**WHAT IS NEEDED:** Restate the listing in full, keeping every word as it is.

**TASK INPUT:**
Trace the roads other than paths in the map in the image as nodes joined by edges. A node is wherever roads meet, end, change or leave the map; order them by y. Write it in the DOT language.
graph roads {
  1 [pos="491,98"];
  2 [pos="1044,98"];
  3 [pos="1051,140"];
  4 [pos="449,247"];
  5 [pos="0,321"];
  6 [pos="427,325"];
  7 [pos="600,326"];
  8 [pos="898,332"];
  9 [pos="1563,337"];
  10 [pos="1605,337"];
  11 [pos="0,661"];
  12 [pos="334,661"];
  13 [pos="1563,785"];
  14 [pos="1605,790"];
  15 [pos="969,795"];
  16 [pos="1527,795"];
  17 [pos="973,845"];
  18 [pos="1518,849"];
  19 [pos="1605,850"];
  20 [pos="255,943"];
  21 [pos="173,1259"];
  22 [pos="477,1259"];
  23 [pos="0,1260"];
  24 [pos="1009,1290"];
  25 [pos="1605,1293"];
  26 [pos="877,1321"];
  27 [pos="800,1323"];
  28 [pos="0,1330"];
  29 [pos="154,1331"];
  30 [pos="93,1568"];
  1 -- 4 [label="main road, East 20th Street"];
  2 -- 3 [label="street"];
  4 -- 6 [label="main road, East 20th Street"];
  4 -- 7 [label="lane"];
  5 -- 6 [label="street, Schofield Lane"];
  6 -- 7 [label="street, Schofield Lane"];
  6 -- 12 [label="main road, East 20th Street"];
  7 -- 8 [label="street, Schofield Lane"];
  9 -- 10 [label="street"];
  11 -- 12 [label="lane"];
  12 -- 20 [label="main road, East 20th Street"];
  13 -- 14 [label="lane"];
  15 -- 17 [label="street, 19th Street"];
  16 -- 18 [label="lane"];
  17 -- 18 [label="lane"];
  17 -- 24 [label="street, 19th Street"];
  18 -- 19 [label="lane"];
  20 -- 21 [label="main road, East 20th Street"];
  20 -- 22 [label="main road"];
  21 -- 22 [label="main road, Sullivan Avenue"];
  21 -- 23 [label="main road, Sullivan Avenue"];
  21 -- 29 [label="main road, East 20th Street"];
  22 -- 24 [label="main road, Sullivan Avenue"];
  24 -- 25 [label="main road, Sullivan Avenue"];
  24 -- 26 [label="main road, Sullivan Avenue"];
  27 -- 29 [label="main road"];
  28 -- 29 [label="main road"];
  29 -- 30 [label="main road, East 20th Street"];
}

**ANSWER BOX:**
Trace the roads other than paths in the map in the image as nodes joined by edges. A node is wherever roads meet, end, change or leave the map; order them by y. Write it in the DOT language.
graph roads {
  1 [pos="491,98"];
  2 [pos="1044,98"];
  3 [pos="1051,140"];
  4 [pos="449,247"];
  5 [pos="0,321"];
  6 [pos="427,325"];
  7 [pos="600,326"];
  8 [pos="898,332"];
  9 [pos="1563,337"];
  10 [pos="1605,337"];
  11 [pos="0,661"];
  12 [pos="334,661"];
  13 [pos="1563,785"];
  14 [pos="1605,790"];
  15 [pos="969,795"];
  16 [pos="1527,795"];
  17 [pos="973,845"];
  18 [pos="1518,849"];
  19 [pos="1605,850"];
  20 [pos="255,943"];
  21 [pos="173,1259"];
  22 [pos="477,1259"];
  23 [pos="0,1260"];
  24 [pos="1009,1290"];
  25 [pos="1605,1293"];
  26 [pos="877,1321"];
  27 [pos="800,1323"];
  28 [pos="0,1330"];
  29 [pos="154,1331"];
  30 [pos="93,1568"];
  1 -- 4 [label="main road, East 20th Street"];
  2 -- 3 [label="street"];
  4 -- 6 [label="main road, East 20th Street"];
  4 -- 7 [label="lane"];
  5 -- 6 [label="street, Schofield Lane"];
  6 -- 7 [label="street, Schofield Lane"];
  6 -- 12 [label="main road, East 20th Street"];
  7 -- 8 [label="street, Schofield Lane"];
  9 -- 10 [label="street"];
  11 -- 12 [label="lane"];
  12 -- 20 [label="main road, East 20th Street"];
  13 -- 14 [label="lane"];
  15 -- 17 [label="street, 19th Street"];
  16 -- 18 [label="lane"];
  17 -- 18 [label="lane"];
  17 -- 24 [label="street, 19th Street"];
  18 -- 19 [label="lane"];
  20 -- 21 [label="main road, East 20th Street"];
  20 -- 22 [label="main road"];
  21 -- 22 [label="main road, Sullivan Avenue"];
  21 -- 23 [label="main road, Sullivan Avenue"];
  21 -- 29 [label="main road, East 20th Street"];
  22 -- 24 [label="main road, Sullivan Avenue"];
  24 -- 25 [label="main road, Sullivan Avenue"];
  24 -- 26 [label="main road, Sullivan Avenue"];
  27 -- 29 [label="main road"];
  28 -- 29 [label="main road"];
  29 -- 30 [label="main road, East 20th Street"];
}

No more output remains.